• _INSTRUCTIONS TO FOLLOW_
When you copy from the entries that follow, take only the lines from the one with "index pip: (529, 158)" down to the one with "middle mcp: (727, 140)", keeping both ends and dropping every picture.

• _MATERIAL TO PROCESS_
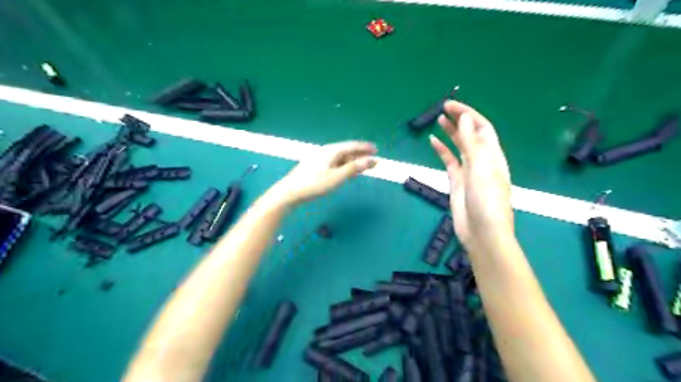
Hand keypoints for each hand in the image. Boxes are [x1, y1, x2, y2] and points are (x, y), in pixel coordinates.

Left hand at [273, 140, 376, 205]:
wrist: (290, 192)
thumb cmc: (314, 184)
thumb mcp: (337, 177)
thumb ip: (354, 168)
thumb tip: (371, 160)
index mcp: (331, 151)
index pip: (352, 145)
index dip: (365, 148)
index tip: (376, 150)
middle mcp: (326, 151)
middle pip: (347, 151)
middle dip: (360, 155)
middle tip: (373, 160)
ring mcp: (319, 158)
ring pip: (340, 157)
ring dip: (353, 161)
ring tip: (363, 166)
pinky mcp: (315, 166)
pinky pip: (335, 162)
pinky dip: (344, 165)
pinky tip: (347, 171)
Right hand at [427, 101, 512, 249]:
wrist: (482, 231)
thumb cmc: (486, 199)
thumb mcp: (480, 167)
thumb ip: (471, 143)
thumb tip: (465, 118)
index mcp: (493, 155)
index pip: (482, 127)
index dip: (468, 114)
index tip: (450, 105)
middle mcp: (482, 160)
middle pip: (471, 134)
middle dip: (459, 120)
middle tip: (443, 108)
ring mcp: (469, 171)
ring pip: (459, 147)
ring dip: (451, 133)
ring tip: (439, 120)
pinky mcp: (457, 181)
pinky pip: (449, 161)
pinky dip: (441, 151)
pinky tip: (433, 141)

* * *

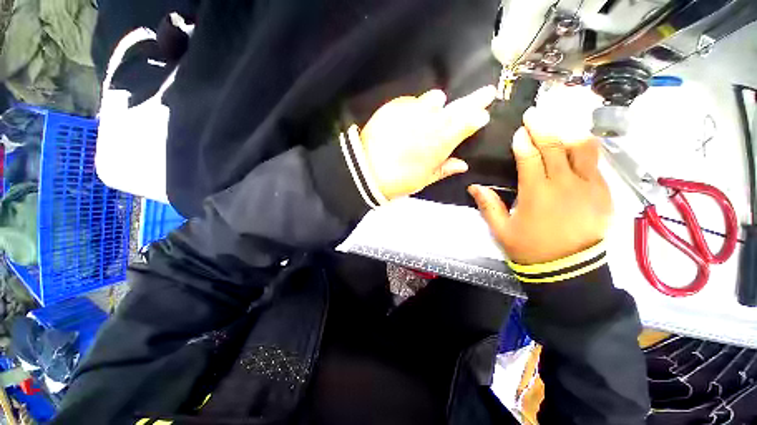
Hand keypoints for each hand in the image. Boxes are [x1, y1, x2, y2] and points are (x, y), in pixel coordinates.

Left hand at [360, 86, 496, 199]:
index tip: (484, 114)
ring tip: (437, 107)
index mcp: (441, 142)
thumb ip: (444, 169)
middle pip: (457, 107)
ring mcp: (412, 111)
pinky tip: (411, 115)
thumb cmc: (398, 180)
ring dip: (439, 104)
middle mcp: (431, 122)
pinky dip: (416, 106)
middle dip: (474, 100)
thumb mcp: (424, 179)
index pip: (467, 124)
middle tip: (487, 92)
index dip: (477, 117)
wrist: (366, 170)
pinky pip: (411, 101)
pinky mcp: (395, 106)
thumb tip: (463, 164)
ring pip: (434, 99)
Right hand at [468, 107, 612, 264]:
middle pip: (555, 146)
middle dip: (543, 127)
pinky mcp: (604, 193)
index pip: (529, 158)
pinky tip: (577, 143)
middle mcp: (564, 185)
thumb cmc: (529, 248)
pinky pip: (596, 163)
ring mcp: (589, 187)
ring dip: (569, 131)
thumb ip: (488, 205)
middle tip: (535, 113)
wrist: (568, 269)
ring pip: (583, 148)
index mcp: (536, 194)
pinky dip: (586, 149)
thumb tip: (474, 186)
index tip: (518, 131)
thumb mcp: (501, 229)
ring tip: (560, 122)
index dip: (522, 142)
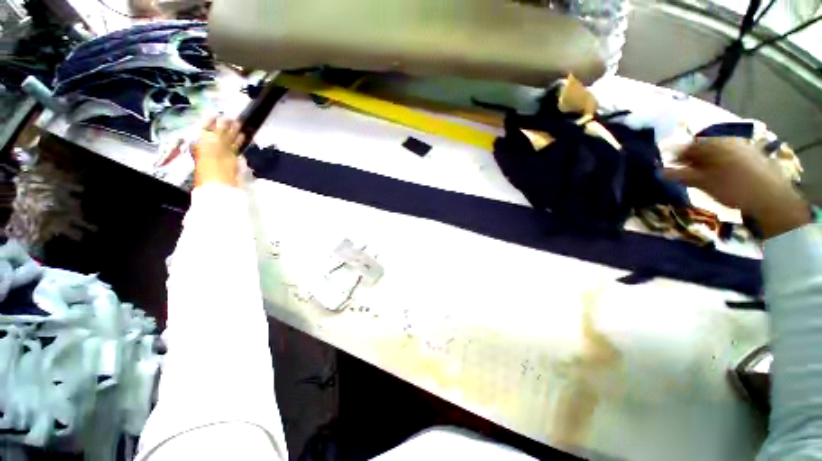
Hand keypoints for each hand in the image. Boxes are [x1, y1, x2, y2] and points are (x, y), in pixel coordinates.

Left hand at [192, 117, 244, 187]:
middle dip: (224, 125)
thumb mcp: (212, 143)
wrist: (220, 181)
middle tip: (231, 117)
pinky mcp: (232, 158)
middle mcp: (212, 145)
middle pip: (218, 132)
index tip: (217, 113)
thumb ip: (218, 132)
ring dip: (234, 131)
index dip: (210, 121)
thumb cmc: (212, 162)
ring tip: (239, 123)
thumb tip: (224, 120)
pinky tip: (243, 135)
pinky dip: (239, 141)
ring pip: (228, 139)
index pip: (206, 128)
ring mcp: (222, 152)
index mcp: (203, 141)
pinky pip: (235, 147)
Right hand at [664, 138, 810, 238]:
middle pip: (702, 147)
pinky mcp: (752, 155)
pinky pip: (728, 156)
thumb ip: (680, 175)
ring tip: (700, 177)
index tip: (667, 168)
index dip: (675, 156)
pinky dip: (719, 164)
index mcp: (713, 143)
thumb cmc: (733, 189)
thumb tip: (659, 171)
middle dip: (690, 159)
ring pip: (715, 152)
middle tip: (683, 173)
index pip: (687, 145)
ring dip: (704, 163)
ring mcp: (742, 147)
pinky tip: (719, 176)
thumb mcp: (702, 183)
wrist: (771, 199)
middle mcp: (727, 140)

• _WRITTEN REPLY_
index pip: (529, 158)
pinky tip: (577, 143)
middle mcp: (564, 185)
thumb cmc: (529, 248)
pinky pip: (596, 163)
ring mcp: (589, 187)
ring dip: (569, 131)
thumb ip: (488, 205)
middle tip: (535, 113)
wrist: (568, 269)
ring pip: (583, 148)
index mcp: (536, 194)
pinky dip: (586, 149)
thumb tip: (474, 186)
index tip: (518, 131)
thumb mcp: (501, 229)
ring tip: (560, 122)
index dip: (522, 142)
Hand keypoints for each hand in the image. Boxes are [x1, y1, x2, y2] and points are (x, y), in pixel coordinates.

Left hand at [192, 117, 244, 187]:
middle dip: (224, 125)
thumb mcp: (212, 143)
wrist: (220, 181)
middle tip: (231, 117)
pinky mcp: (232, 158)
middle mcp: (212, 145)
middle pip: (218, 132)
index tip: (217, 113)
thumb ip: (218, 132)
ring dip: (234, 131)
index dip: (210, 121)
thumb cmc: (212, 162)
ring tip: (239, 123)
thumb tip: (224, 120)
pinky tip: (243, 135)
pinky dip: (239, 141)
ring pip: (228, 139)
index pip: (206, 128)
ring mcp: (222, 152)
index mcp: (203, 141)
pinky pip: (235, 147)
Right hand at [664, 138, 810, 238]:
middle pip: (702, 147)
pinky mcp: (752, 155)
pinky pip: (728, 156)
thumb ip: (680, 175)
ring tip: (700, 177)
index tip: (667, 168)
index dip: (675, 156)
pinky dip: (719, 164)
index mcp: (713, 143)
thumb cmc: (733, 189)
thumb tip: (659, 171)
middle dip: (690, 159)
ring pip: (715, 152)
middle tip: (683, 173)
index pip: (687, 145)
ring dip: (704, 163)
ring mcp: (742, 147)
pinky tip: (719, 176)
thumb mcp: (702, 183)
wrist: (771, 199)
middle mcp: (727, 140)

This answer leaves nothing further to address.